Would you transcribe each entry that follows word for word, minus the images?
─── MATERIAL FOR THE TASK
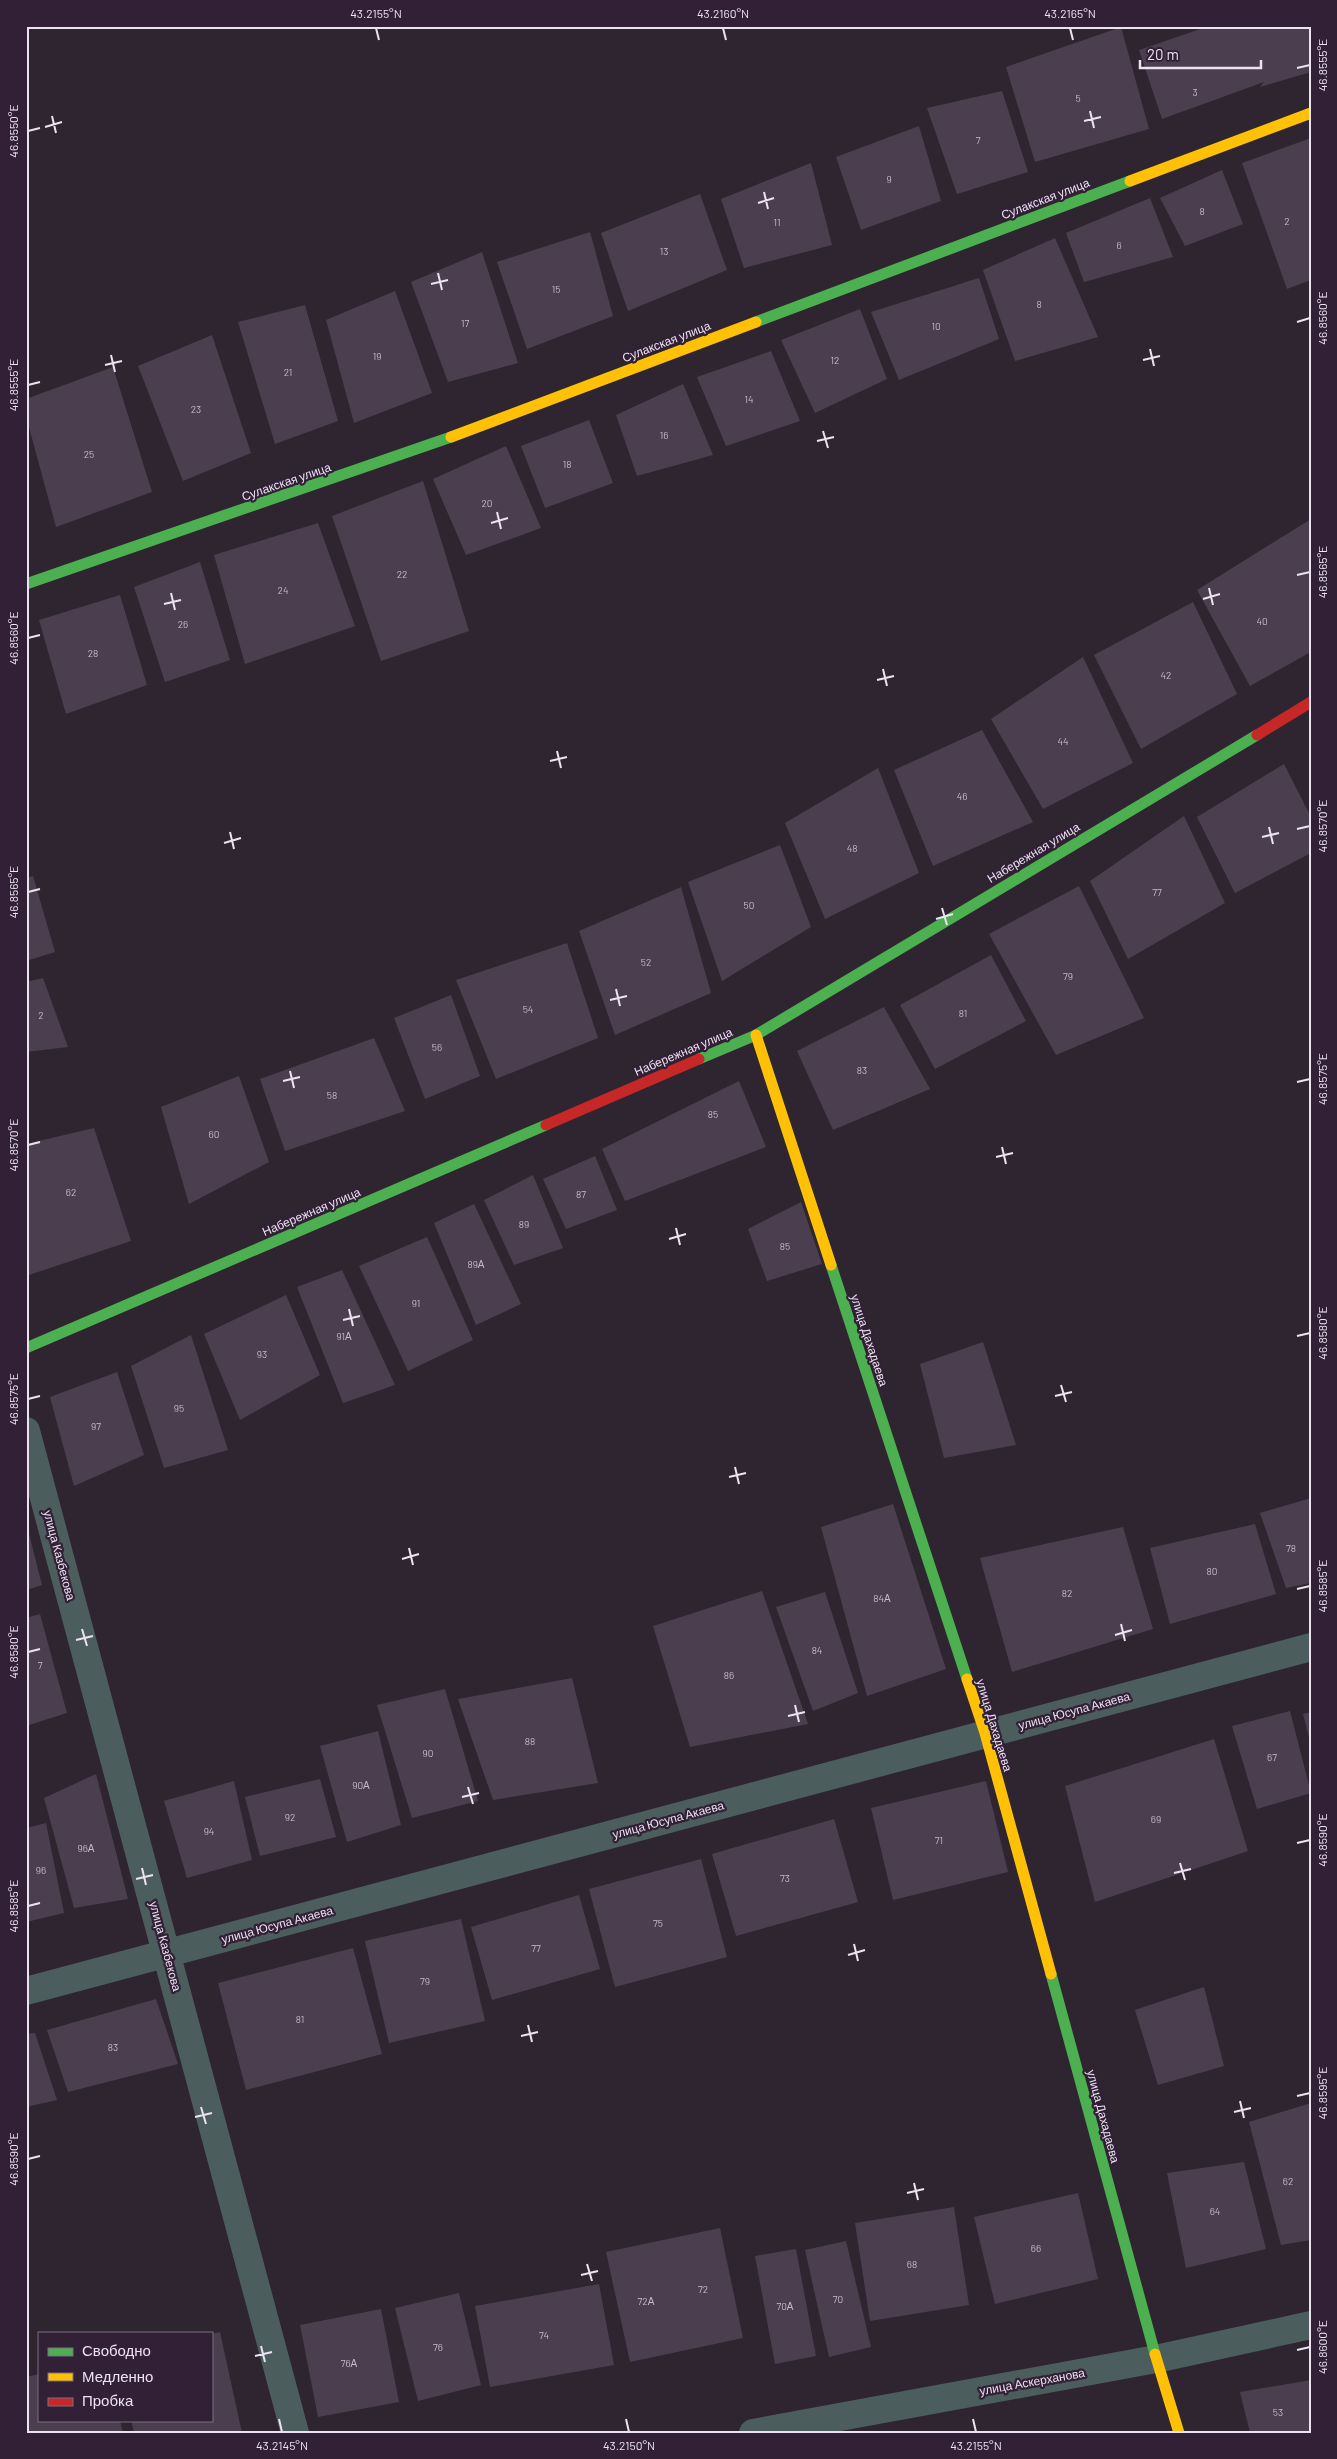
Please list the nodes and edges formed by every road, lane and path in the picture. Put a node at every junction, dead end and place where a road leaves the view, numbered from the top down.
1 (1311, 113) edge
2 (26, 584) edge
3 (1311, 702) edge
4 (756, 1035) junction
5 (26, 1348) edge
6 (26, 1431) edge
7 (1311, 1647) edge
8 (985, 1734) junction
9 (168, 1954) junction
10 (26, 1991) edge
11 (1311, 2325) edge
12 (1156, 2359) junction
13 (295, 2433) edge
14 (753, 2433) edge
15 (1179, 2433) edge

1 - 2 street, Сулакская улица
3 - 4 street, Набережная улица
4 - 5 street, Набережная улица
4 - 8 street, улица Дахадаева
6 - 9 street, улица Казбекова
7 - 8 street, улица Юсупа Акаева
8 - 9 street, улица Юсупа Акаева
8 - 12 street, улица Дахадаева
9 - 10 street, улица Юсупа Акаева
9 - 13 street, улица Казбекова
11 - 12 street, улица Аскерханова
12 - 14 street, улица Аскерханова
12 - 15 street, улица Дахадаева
──────
WRITTEN ANSWER:
Please list the nodes and edges formed by every road, lane and path in the picture. Put a node at every junction, dead end and place where a road leaves the view, numbered from the top down.
1 (1311, 113) edge
2 (26, 584) edge
3 (1311, 702) edge
4 (756, 1035) junction
5 (26, 1348) edge
6 (26, 1431) edge
7 (1311, 1647) edge
8 (985, 1734) junction
9 (168, 1954) junction
10 (26, 1991) edge
11 (1311, 2325) edge
12 (1156, 2359) junction
13 (295, 2433) edge
14 (753, 2433) edge
15 (1179, 2433) edge

1 - 2 street, Сулакская улица
3 - 4 street, Набережная улица
4 - 5 street, Набережная улица
4 - 8 street, улица Дахадаева
6 - 9 street, улица Казбекова
7 - 8 street, улица Юсупа Акаева
8 - 9 street, улица Юсупа Акаева
8 - 12 street, улица Дахадаева
9 - 10 street, улица Юсупа Акаева
9 - 13 street, улица Казбекова
11 - 12 street, улица Аскерханова
12 - 14 street, улица Аскерханова
12 - 15 street, улица Дахадаева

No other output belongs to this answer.